=== Task to carry out ===
Supply the number of lines in the listing below in which the word "Toscana" occurs, and nothing else.

--- START ---

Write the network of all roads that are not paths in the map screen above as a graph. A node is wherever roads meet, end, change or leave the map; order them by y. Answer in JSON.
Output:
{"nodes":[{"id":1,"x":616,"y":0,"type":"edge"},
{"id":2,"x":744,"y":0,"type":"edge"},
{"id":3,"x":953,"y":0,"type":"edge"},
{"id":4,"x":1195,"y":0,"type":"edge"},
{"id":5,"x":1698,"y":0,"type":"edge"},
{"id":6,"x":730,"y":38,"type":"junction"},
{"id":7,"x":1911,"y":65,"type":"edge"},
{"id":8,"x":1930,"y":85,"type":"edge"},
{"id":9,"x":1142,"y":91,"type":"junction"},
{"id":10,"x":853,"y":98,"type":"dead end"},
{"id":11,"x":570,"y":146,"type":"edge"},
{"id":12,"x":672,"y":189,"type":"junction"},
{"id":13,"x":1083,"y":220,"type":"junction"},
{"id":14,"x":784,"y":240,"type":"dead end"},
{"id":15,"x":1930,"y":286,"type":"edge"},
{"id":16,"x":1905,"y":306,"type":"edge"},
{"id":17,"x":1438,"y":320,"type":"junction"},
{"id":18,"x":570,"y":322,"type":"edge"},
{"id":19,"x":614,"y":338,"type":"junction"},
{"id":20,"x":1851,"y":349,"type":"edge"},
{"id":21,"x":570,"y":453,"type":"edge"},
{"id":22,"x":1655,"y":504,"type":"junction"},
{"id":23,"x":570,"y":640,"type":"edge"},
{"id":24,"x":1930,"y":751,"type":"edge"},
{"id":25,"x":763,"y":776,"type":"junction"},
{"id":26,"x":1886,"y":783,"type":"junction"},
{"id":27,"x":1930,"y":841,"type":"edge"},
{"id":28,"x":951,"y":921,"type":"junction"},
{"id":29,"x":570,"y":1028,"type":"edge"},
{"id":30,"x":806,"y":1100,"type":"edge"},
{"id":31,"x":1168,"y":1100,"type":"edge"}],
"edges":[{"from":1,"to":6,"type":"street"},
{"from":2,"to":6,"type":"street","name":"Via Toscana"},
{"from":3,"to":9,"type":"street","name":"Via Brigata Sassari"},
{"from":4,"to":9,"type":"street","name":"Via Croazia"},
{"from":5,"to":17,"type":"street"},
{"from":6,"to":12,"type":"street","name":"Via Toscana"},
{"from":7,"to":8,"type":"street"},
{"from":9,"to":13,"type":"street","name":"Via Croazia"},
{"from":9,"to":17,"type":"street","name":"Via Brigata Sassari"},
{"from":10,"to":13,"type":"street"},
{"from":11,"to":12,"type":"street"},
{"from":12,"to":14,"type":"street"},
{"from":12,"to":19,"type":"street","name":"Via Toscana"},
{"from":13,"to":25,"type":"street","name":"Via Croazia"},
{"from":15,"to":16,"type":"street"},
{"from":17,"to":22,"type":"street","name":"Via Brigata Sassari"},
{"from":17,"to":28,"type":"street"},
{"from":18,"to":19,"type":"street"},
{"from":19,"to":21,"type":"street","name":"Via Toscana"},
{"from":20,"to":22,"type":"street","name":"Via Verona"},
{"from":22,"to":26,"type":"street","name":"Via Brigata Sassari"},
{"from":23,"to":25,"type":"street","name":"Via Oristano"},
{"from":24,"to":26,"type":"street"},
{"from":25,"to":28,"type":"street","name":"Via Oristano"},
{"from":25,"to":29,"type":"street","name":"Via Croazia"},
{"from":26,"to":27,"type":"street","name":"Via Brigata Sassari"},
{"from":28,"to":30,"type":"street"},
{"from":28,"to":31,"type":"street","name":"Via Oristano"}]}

--- END ---

=== Problem solution ===
4